Sorry About Dresden was an indie rock band from Chapel Hill, North Carolina. The band formed in 1997 and was signed to Saddle Creek Records.

Career
Combining elements of traditional alternative rock and punk rock, the band has drawn comparisons to Pavement, Superchunk, and the Archers of Loaf. The music’s sound is guitar-driven with a twangy, chiming feel.

Though they use political-historical references in a number of their song and album titles and in the name of the band itself (see Bombing of Dresden in World War II), Sorry About Dresden’s music is largely apolitical. Lyrics tend to be melancholy or about weather.
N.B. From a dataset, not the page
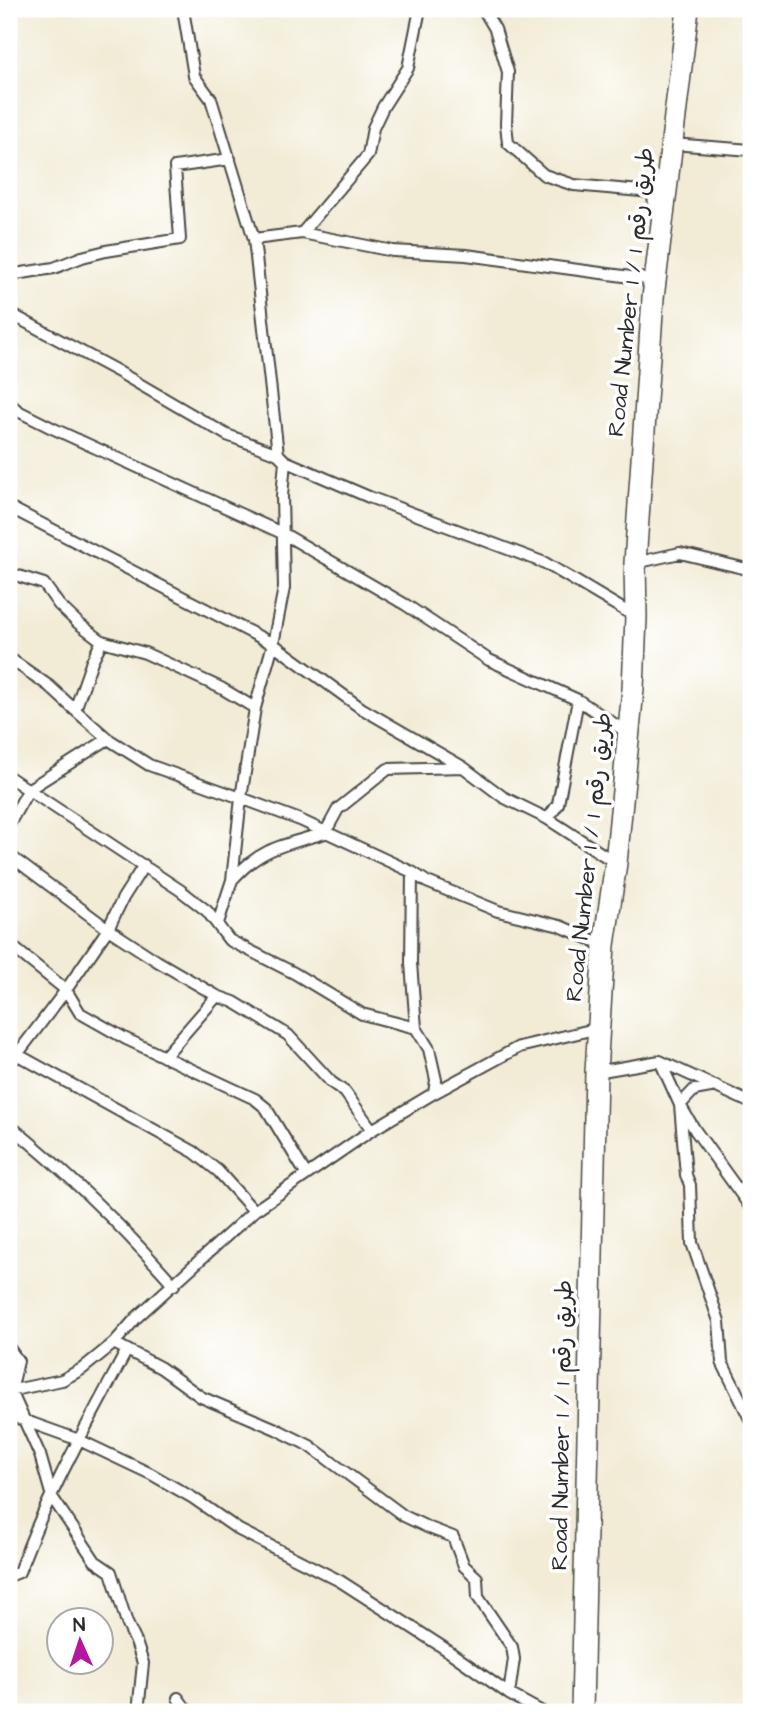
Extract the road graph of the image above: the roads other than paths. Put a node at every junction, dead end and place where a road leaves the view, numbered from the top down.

Sorry About Dresden has released three full-length albums, an EP, and has appeared on a number of compilations and finally found a home on Saddle Creek Records. The band’s first release was The Mayor Will Abdicate in 1999 under the independent label Route 14 Records.  This was followed by How the Cold War Began and The Convenience of Indecision, both released in 2001. 

Sorry About Dresden's biggest commercial success came by way of their fourth album Let it Rest with Saddle Creek Records, an Omaha-based label started by Justin Oberst, brother of the band’s guitarist (and co-singer) Matt Oberst. The other members of Sorry About Dresden are drummer James Hepler, singer/guitarist Eric Roehrig, and bassist Matt Tomich. Matt Oberst's younger brother, Conor Oberst of the popular indie act Bright Eyes, is also on the label.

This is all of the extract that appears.